Lâcheté de nos gouvernants. Sourds et aveugles à la demande des Français de simplement « avoir le choix» d’une possible aide médicale à mourir, ils encensent les soins palliatifs en guise d’absolution.
«Euthanasie», le grand vilain mot
Lâcheté et hypocrisie des procédures. Minimiser la souffrance d’un malade, cela permet de ne pas y répondre. Endormir pour soulager, ne serait-ce pas flirter avec l’euthanasie ? Euthanasie, le grand vilain mot qui traîne derrière lui la peur de poursuites judiciaires par une famille, d’une dénonciation par des collègues (mais oui !), quand ce n’est pas un interdit religieux. Pour ceux-là, il vaut mieux ne pas entendre, parce que oui, même pour les soignants, la souffrance impossible à soulager, la mort, cela fait peur. Alors certains se cachent derrière les procédures impossibles de la Haute Autorité de santé, la dilution des responsabilités entre soignants, des convictions idéologiques non énoncées… Empêtrés dans une loi ambiguë, yeux et oreilles bouchés, ces soignants-là ont transformé la fin de vie de nos êtres chers en une litanie de cauchemars et tortures. Malgré concertations collégiales, fin de vie avérée, personnes de confiance… soins palliatifs ou pas. Et même souvent pire avec «un certain nombre d’experts en soins palliatifs» (1).
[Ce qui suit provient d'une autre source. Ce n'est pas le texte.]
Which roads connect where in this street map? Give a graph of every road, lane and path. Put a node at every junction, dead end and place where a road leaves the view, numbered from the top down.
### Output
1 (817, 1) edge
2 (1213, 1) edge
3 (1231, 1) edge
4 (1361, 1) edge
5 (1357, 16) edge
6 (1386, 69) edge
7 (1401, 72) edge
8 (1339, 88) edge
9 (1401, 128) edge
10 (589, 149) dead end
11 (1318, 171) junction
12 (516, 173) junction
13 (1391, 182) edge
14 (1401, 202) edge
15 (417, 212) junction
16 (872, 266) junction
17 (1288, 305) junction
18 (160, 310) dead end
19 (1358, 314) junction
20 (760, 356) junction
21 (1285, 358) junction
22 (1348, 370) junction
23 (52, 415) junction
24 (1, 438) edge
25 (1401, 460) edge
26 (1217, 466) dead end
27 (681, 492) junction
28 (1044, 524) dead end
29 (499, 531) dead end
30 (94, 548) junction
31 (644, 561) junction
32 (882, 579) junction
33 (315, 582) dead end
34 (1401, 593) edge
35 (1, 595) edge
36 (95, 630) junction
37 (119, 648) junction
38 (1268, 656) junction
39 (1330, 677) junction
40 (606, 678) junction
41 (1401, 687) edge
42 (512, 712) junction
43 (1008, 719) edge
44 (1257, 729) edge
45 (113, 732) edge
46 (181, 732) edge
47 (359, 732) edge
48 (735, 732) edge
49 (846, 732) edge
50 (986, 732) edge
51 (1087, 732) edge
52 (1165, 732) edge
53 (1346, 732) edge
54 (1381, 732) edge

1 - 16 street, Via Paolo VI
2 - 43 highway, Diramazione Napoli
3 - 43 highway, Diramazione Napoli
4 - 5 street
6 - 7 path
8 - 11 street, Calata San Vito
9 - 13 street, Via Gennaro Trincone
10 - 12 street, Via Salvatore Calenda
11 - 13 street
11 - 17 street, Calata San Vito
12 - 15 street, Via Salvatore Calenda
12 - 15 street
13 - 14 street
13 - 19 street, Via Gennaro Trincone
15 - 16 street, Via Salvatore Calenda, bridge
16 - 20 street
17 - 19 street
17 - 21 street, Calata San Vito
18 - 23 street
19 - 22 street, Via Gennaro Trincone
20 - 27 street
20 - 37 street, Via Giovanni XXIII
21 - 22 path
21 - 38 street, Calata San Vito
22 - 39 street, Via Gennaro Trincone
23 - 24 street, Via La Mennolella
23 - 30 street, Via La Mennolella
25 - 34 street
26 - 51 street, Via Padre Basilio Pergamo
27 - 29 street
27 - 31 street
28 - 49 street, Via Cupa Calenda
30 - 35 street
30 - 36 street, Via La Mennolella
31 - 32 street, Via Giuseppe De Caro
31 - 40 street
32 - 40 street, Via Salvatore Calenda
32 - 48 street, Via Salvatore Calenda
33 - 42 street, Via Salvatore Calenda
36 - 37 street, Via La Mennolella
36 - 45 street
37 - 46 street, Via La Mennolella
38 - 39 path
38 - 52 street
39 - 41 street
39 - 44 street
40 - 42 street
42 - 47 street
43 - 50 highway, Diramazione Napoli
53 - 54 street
La loi Claeys-Leonetti abrite ces grandes et petites lâchetés. Elle ne nous protège pas. Il faut la changer. Il faut offrir à qui le demande en conviction le droit à une aide médicale à mourir. Il faut rendre les directives anticipées opposables aux médecins. Il faut protéger et accompagner les médecins qui accepteront de donner un dernier soin compassionnel à ceux qui le souhaitent.
Signataires : Elisabeth Condamines et Marie-France Blanchetière, Gisèle Brunel, Philippe Cadet, Christine Charpentier, Michel, Nicole et Elisabeth Crusellar, Isabelle Daillon, Henriette Dionnet, Marie-José Godart et Natacha Godart-Tepin, Cathy Giambra, Elsa Jossilévitch, Laurie Larcher, Marion et Franck Noury, Sylvette Joyeux, Denis Labayle, Véronique Mathieu, Renée Moriconi, Claudette Pierret, Evelyne Reberg, Elisabeth R., Geneviève Sergeant, membres de l’association le Choix, qui milite pour une mort choisie.
(1) La sédation profonde et continue jusqu’au décès en France, deux ans après l’adoption de la loi Claeys-Leonetti, Centre national des soins palliatifs et de la fin de vie (CNSPFV), 2018, 64 pp ; p. 46 et 54.